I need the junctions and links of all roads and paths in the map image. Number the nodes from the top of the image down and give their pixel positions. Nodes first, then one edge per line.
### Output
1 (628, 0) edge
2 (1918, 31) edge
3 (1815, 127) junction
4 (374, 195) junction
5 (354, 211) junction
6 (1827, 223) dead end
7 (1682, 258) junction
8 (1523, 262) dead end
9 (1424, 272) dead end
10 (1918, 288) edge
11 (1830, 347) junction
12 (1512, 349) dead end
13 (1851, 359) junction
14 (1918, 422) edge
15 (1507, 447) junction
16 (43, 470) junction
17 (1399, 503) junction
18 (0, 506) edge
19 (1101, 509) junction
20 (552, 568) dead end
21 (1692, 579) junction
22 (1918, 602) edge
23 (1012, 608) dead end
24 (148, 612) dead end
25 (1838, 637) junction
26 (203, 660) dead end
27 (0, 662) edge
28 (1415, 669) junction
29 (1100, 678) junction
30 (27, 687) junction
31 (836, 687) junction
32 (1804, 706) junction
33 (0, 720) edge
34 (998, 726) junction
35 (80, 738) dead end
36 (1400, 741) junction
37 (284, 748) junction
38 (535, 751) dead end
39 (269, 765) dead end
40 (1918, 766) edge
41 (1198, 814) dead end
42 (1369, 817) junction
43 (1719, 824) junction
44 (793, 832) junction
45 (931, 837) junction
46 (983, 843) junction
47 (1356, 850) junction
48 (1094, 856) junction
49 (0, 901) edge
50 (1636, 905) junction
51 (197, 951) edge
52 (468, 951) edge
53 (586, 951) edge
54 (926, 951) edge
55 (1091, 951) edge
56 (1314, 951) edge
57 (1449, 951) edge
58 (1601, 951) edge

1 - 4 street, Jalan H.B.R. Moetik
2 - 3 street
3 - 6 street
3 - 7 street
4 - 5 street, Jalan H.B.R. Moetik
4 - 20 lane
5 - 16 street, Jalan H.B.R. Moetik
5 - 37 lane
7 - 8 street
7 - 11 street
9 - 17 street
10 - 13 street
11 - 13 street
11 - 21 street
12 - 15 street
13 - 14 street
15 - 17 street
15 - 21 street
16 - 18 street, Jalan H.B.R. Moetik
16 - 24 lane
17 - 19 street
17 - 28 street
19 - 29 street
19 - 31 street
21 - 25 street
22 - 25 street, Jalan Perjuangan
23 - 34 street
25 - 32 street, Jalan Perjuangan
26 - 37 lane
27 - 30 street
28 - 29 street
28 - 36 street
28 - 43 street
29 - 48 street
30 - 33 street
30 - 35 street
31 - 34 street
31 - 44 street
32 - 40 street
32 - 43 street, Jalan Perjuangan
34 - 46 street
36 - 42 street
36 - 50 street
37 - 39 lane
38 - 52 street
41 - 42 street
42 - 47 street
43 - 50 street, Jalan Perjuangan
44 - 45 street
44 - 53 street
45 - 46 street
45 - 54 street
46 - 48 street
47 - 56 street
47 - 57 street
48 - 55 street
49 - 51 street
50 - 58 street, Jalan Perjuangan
_ _ _ _
→ **ACTIVITY**
Repeat each entry above exactly as it appears.

→ **ANSWER AREA**
I need the junctions and links of all roads and paths in the map image. Number the nodes from the top of the image down and give their pixel positions. Nodes first, then one edge per line.
### Output
1 (628, 0) edge
2 (1918, 31) edge
3 (1815, 127) junction
4 (374, 195) junction
5 (354, 211) junction
6 (1827, 223) dead end
7 (1682, 258) junction
8 (1523, 262) dead end
9 (1424, 272) dead end
10 (1918, 288) edge
11 (1830, 347) junction
12 (1512, 349) dead end
13 (1851, 359) junction
14 (1918, 422) edge
15 (1507, 447) junction
16 (43, 470) junction
17 (1399, 503) junction
18 (0, 506) edge
19 (1101, 509) junction
20 (552, 568) dead end
21 (1692, 579) junction
22 (1918, 602) edge
23 (1012, 608) dead end
24 (148, 612) dead end
25 (1838, 637) junction
26 (203, 660) dead end
27 (0, 662) edge
28 (1415, 669) junction
29 (1100, 678) junction
30 (27, 687) junction
31 (836, 687) junction
32 (1804, 706) junction
33 (0, 720) edge
34 (998, 726) junction
35 (80, 738) dead end
36 (1400, 741) junction
37 (284, 748) junction
38 (535, 751) dead end
39 (269, 765) dead end
40 (1918, 766) edge
41 (1198, 814) dead end
42 (1369, 817) junction
43 (1719, 824) junction
44 (793, 832) junction
45 (931, 837) junction
46 (983, 843) junction
47 (1356, 850) junction
48 (1094, 856) junction
49 (0, 901) edge
50 (1636, 905) junction
51 (197, 951) edge
52 (468, 951) edge
53 (586, 951) edge
54 (926, 951) edge
55 (1091, 951) edge
56 (1314, 951) edge
57 (1449, 951) edge
58 (1601, 951) edge

1 - 4 street, Jalan H.B.R. Moetik
2 - 3 street
3 - 6 street
3 - 7 street
4 - 5 street, Jalan H.B.R. Moetik
4 - 20 lane
5 - 16 street, Jalan H.B.R. Moetik
5 - 37 lane
7 - 8 street
7 - 11 street
9 - 17 street
10 - 13 street
11 - 13 street
11 - 21 street
12 - 15 street
13 - 14 street
15 - 17 street
15 - 21 street
16 - 18 street, Jalan H.B.R. Moetik
16 - 24 lane
17 - 19 street
17 - 28 street
19 - 29 street
19 - 31 street
21 - 25 street
22 - 25 street, Jalan Perjuangan
23 - 34 street
25 - 32 street, Jalan Perjuangan
26 - 37 lane
27 - 30 street
28 - 29 street
28 - 36 street
28 - 43 street
29 - 48 street
30 - 33 street
30 - 35 street
31 - 34 street
31 - 44 street
32 - 40 street
32 - 43 street, Jalan Perjuangan
34 - 46 street
36 - 42 street
36 - 50 street
37 - 39 lane
38 - 52 street
41 - 42 street
42 - 47 street
43 - 50 street, Jalan Perjuangan
44 - 45 street
44 - 53 street
45 - 46 street
45 - 54 street
46 - 48 street
47 - 56 street
47 - 57 street
48 - 55 street
49 - 51 street
50 - 58 street, Jalan Perjuangan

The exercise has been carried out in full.